A proper temper is at least one hour at temperature.This is necessary to produce a very stable martensite. Tempering by color is imprecise in both time and temperature. The color is only a surface oxide and depends on both condition of the surface and alloy. Most don't have the patience or the control to maintain accurate temperature for that time .A typical tempering temperature of 400F is easy to get using your kitchen stove (if your wife permits) or other low cost options. Remember to temper immediately after quench. Even If I were to temper back the spine of a knife I would first temper the whole knife at 400F then use a torch for the spine.
 
I agree with Mete with some exceptions. What you are talking about is draw tempering and it is fine for some applications. It can be used for knives but IMHO with poor results. To start off the colors involved in blade hardness are hard to judge. They are as a rule light colored and it is very easy to go past them. Second, to do it correctly, it is a little more involved than just bringing it up to color and quenching. To properly draw temper it it needs to be hardened.You will need to polish it and continue to polish it during the drawing process.
Heat one side of the work that will be softer, to critical, and do a mini quench, while polishing the part to be tempered (you polish so you can see the progress of the colors) wait until it gets to the proper temperature and then quench. Make sure the part that you are polishing is higher than the part you heated. This should give you a progressively harder piece of steel. It also happens quickly.

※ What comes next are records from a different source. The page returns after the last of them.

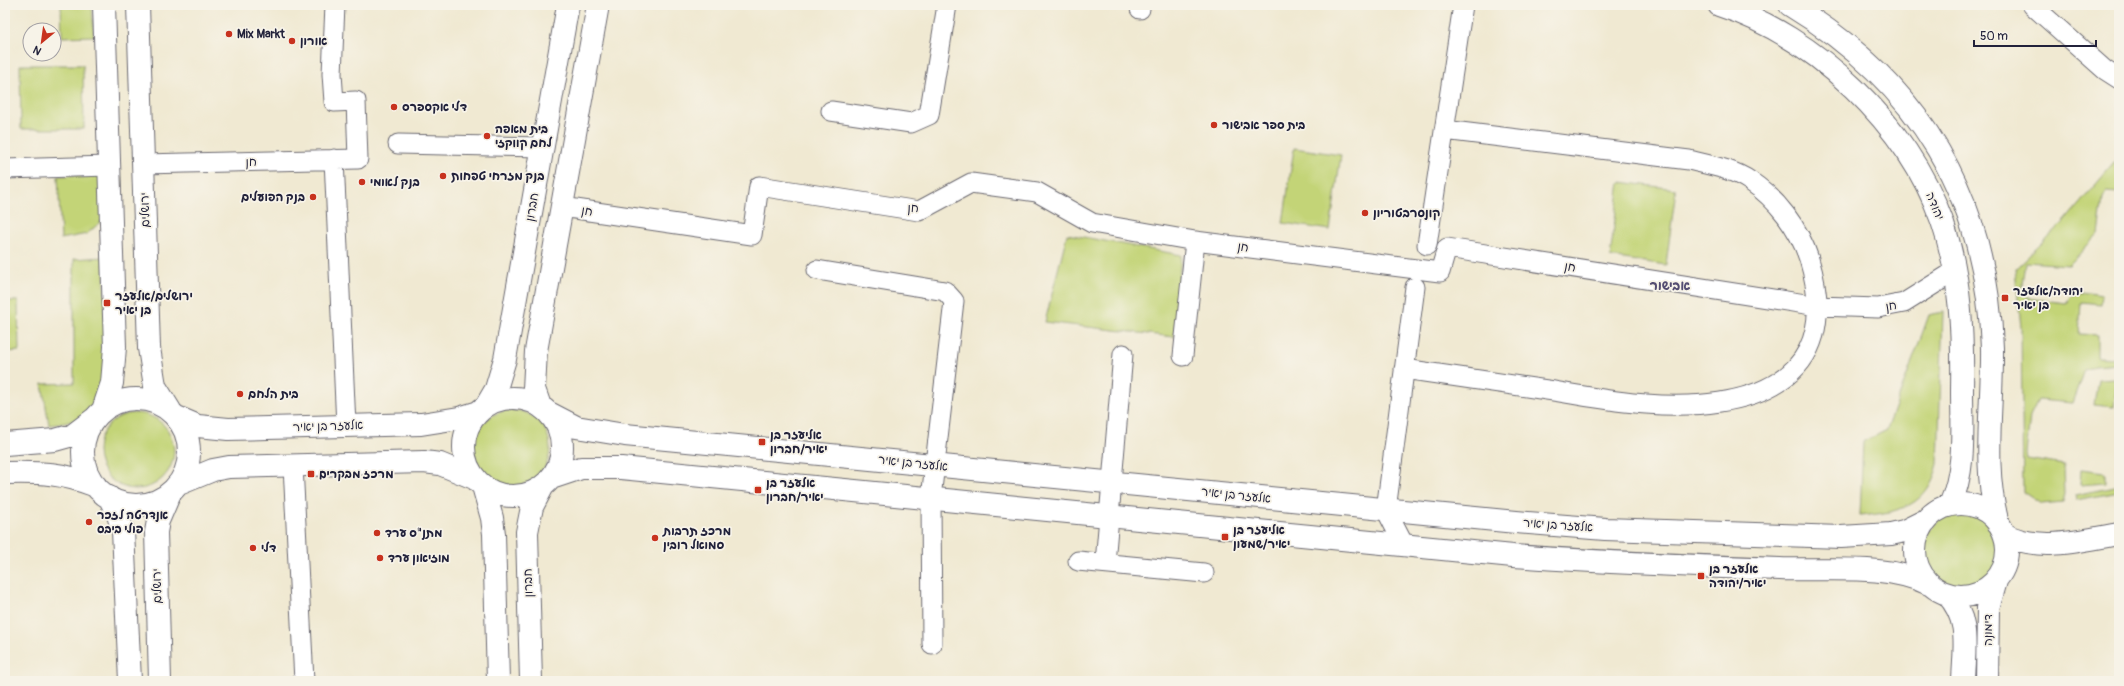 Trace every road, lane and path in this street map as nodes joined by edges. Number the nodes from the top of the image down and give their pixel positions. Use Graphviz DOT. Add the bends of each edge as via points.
graph roads {
  1 [pos="104,5"];
  2 [pos="138,5"];
  3 [pos="335,5"];
  4 [pos="568,5"];
  5 [pos="598,5"];
  6 [pos="947,5"];
  7 [pos="1463,5"];
  8 [pos="1719,5"];
  9 [pos="1790,5"];
  10 [pos="2032,5"];
  11 [pos="2119,79"];
  12 [pos="831,111"];
  13 [pos="1444,130"];
  14 [pos="398,144"];
  15 [pos="543,147"];
  16 [pos="334,160"];
  17 [pos="144,164"];
  18 [pos="109,166"];
  19 [pos="5,169"];
  20 [pos="562,208"];
  21 [pos="1195,240"];
  22 [pos="1427,245"];
  23 [pos="817,270"];
  24 [pos="1955,271"];
  25 [pos="1415,287"];
  26 [pos="1818,306"];
  27 [pos="1123,354"];
  28 [pos="1183,356"];
  29 [pos="1404,369"];
  30 [pos="483,409"];
  31 [pos="545,410"];
  32 [pos="99,414"];
  33 [pos="173,414"];
  34 [pos="346,426"];
  35 [pos="5,444"];
  36 [pos="935,465"];
  37 [pos="293,466"];
  38 [pos="5,473"];
  39 [pos="479,482"];
  40 [pos="548,482"];
  41 [pos="1111,483"];
  42 [pos="175,489"];
  43 [pos="103,492"];
  44 [pos="931,498"];
  45 [pos="1950,505"];
  46 [pos="1386,510"];
  47 [pos="1108,516"];
  48 [pos="1924,521"];
  49 [pos="2001,528"];
  50 [pos="2119,532"];
  51 [pos="2063,543"];
  52 [pos="1404,545"];
  53 [pos="1078,561"];
  54 [pos="1105,564"];
  55 [pos="1204,573"];
  56 [pos="2000,574"];
  57 [pos="1938,589"];
  58 [pos="932,644"];
  59 [pos="130,681"];
  60 [pos="160,681"];
  61 [pos="304,681"];
  62 [pos="498,681"];
  63 [pos="531,681"];
  64 [pos="1963,681"];
  65 [pos="1987,681"];
  1 -- 18 [label="street"];
  2 -- 17 [label="street, ירושלים"];
  3 -- 16 [label="street, חן" via="332,74 334,102 356,101 358,159"];
  4 -- 15 [label="street, חברון"];
  5 -- 20 [label="street"];
  6 -- 12 [label="street" via="929,115 911,123"];
  7 -- 13 [label="street"];
  8 -- 24 [label="street, יהודה" via="1749,16 1798,43 1838,74 1870,105 1908,154 1921,176 1942,221"];
  9 -- 49 [label="street" via="1837,36 1891,86 1946,162 1969,212 1983,266 1990,321 1991,492"];
  10 -- 11 [label="street" via="2105,70"];
  13 -- 22 [label="street"];
  13 -- 26 [label="street" via="1689,160 1726,170 1749,180 1772,198 1793,225 1815,279"];
  14 -- 15 [label="street"];
  15 -- 30 [label="street, חברון" via="505,359 496,389"];
  16 -- 17 [label="street, חן"];
  16 -- 34 [label="street"];
  17 -- 33 [label="street, ירושלים" via="151,369 155,386"];
  18 -- 19 [label="street"];
  18 -- 32 [label="street" via="115,347 112,383"];
  20 -- 21 [label="street, חן" via="752,235 759,186 919,211 971,183 1037,192 1092,223"];
  20 -- 31 [label="street" via="536,351 534,388"];
  21 -- 26 [label="street, חן" via="1440,272 1447,248"];
  21 -- 28 [label="street"];
  23 -- 36 [label="street" via="945,291 954,301"];
  24 -- 26 [label="street, חן" via="1904,303 1878,308"];
  24 -- 45 [label="street, יהודה" via="1963,349 1961,467 1956,492"];
  25 -- 29 [label="street"];
  26 -- 29 [label="street" via="1817,326 1811,345 1787,376 1768,389 1716,403 1646,404"];
  27 -- 41 [label="street"];
  29 -- 46 [label="street"];
  30 -- 31 [label="street" via="508,399 530,401"];
  30 -- 34 [label="street, אלעזר בן יאיר" via="443,422"];
  30 -- 39 [label="street" via="468,430 464,451 467,465"];
  31 -- 36 [label="street, אלעזר בן יאיר" via="576,427 625,435"];
  31 -- 40 [label="street" via="557,425 562,437 563,451 560,464"];
  32 -- 33 [label="street" via="121,401 142,399 152,401"];
  32 -- 35 [label="street" via="74,435 55,440"];
  32 -- 43 [label="street" via="86,434 83,452 86,470"];
  33 -- 34 [label="street, אלעזר בן יאיר" via="210,429"];
  33 -- 42 [label="street" via="186,431 190,446 187,470"];
  36 -- 41 [label="street, אלעזר בן יאיר"];
  36 -- 44 [label="street"];
  37 -- 39 [label="street" via="424,462 440,464"];
  37 -- 42 [label="street" via="229,467 213,470"];
  37 -- 61 [label="street"];
  38 -- 43 [label="street" via="45,472 75,478"];
  39 -- 40 [label="street" via="497,494 512,497 528,495"];
  39 -- 62 [label="street" via="492,518 494,534"];
  40 -- 44 [label="street" via="581,468 621,468"];
  40 -- 63 [label="street, חברון" via="532,507 527,532"];
  41 -- 46 [label="street, אלעזר בן יאיר"];
  41 -- 47 [label="street"];
  42 -- 43 [label="street" via="145,505 126,504"];
  42 -- 60 [label="street, ירושלים" via="158,521 156,532"];
  43 -- 59 [label="street" via="117,512 124,538"];
  44 -- 47 [label="street"];
  44 -- 58 [label="street"];
  45 -- 48 [label="street" via="1936,511"];
  45 -- 49 [label="street" via="1964,504 1977,507 1989,513"];
  46 -- 48 [label="street, אלעזר בן יאיר" via="1605,529 1840,538 1891,534"];
  46 -- 52 [label="street"];
  47 -- 52 [label="street"];
  47 -- 54 [label="street"];
  48 -- 57 [label="street" via="1917,537 1914,554 1917,565"];
  49 -- 51 [label="street" via="2014,539 2035,544"];
  49 -- 56 [label="street" via="2007,556"];
  50 -- 51 [label="street"];
  51 -- 56 [label="street" via="2033,552"];
  52 -- 57 [label="street" via="1604,562 1782,570 1877,570 1914,577"];
  53 -- 54 [label="street"];
  54 -- 55 [label="street"];
  56 -- 57 [label="street" via="1986,590 1973,595 1960,597"];
  56 -- 65 [label="street, דימונה" via="1988,608"];
  57 -- 64 [label="street, דימונה" via="1957,605 1964,626"];
} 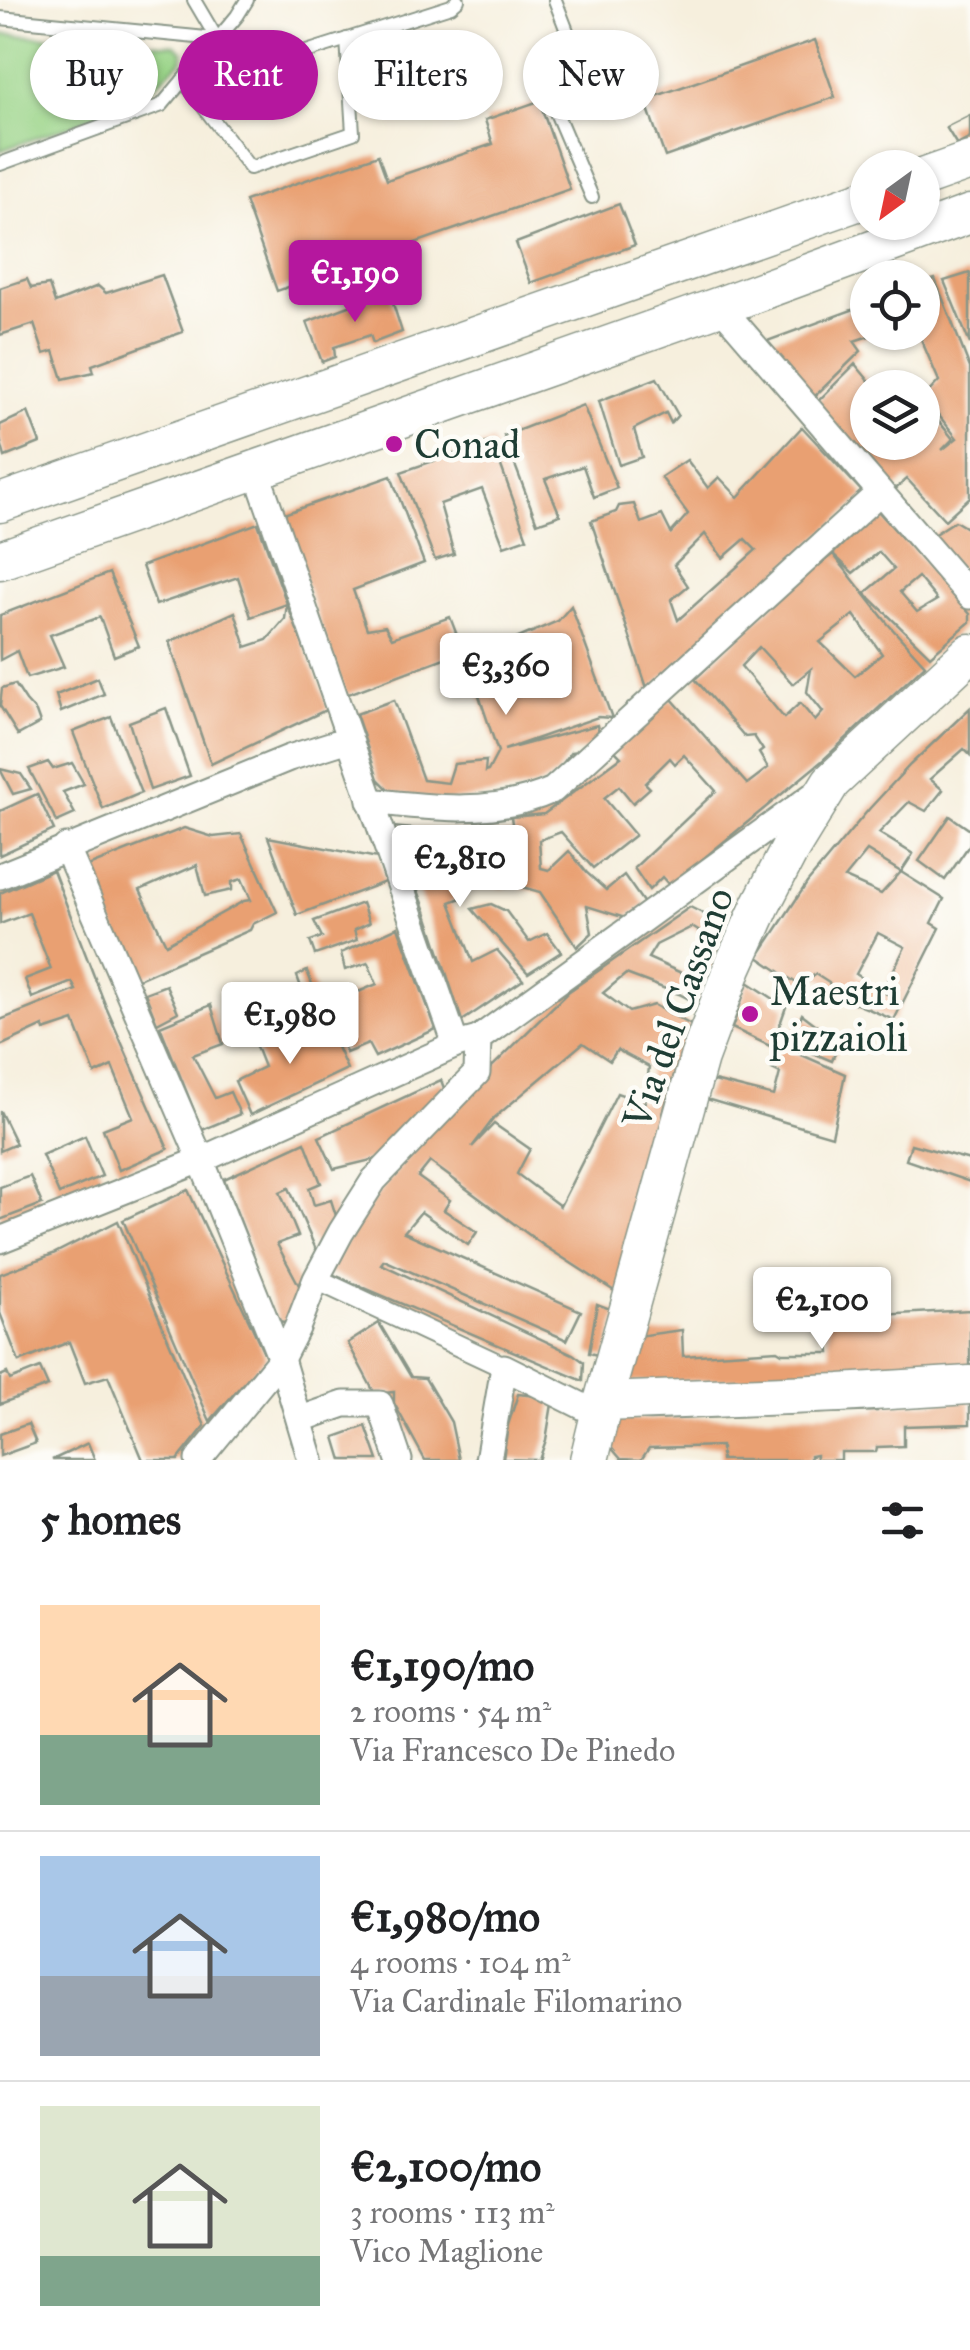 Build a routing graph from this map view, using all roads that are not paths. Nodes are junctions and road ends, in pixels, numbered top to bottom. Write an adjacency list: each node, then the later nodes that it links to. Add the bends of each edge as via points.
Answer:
1 (194, 0): 6 (lane)
2 (247, 0): 7 (lane)
3 (458, 0): 8 (lane)
4 (556, 0): 16 (lane, via 582,70 543,82)
5 (0, 18): 9 (lane)
6 (212, 30)
7 (224, 30)
8 (376, 30)
9 (178, 35)
10 (178, 85): 14 (lane, via 162,105)
11 (213, 120): 12 (lane, via 250,168 353,133)
12 (352, 120)
13 (970, 161): 15 (main road)
14 (0, 164)
15 (940, 172)
16 (592, 198)
17 (850, 204): 22 (main road)
18 (970, 214): 19 (main road)
19 (720, 306): 20 (main road); 21 (street)
20 (256, 470): 23 (main road); 26 (street)
21 (880, 492): 24 (street); 28 (street, via 553,790 458,809)
22 (0, 503)
23 (0, 560)
24 (970, 596)
25 (970, 652): 27 (main road, Via del Cassano)
26 (349, 738): 28 (street); 29 (street)
27 (831, 782): 31 (street); 38 (main road, Via del Cassano, via 760,906 699,1058)
28 (370, 800): 31 (street)
29 (66, 847): 30 (street); 32 (street)
30 (0, 876)
31 (467, 1042): 32 (street); 34 (street, via 478,1072 374,1180)
32 (201, 1160): 33 (street); 35 (street)
33 (0, 1240)
34 (316, 1280): 35 (street); 36 (street)
35 (282, 1359): 39 (street); 40 (street)
36 (504, 1367): 38 (street); 43 (street)
37 (970, 1385): 38 (main road)
38 (602, 1408): 44 (main road, Via del Cassano)
39 (300, 1419): 41 (street); 42 (street, via 344,1404 380,1404)
40 (198, 1460)
41 (311, 1460)
42 (399, 1460)
43 (488, 1460)
44 (589, 1460)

This process works much better on pieces to be tempered as springy than on cutting edges.
 
I do my HT this way:
after normalizing and ensuring that no residue tension remains, I quench and clean off the scale from BOTH sides of the blade.
I then put it in the feather of flame and hot gases that comes out of the forge mouth, quiet HIGH on that, so thet it gets heated SLOWLY and in a homogeneous way. When a color is reached I keep the blade there to see if it goes further. If it doesn't it means I have to lower it, I lower it slightly and SLOWLY until it gets to the color I want and keep it there some time. I expose the blade one side and the other, so as not to overshoot the temper on the underside while the one above reaches temp. Doing this both sides are exposed uniformly and not only the exterior but the WHOLE blade gets tempered. Obviously the coloring is only a skin outside, being it an oxidation, but that doesn't mean the whole blade got tempered. I don't quench it afterwards but leave it cooling slowly on a soft refractory brick, so as not to induce termal stresses.
I do this twice (after cleaning again the balde, obviously).
Then i draw the spine with the torch.
I do this way instead than with the oven because I can actually see how much the blade got tempered instead of having to go with trial and error with the oven.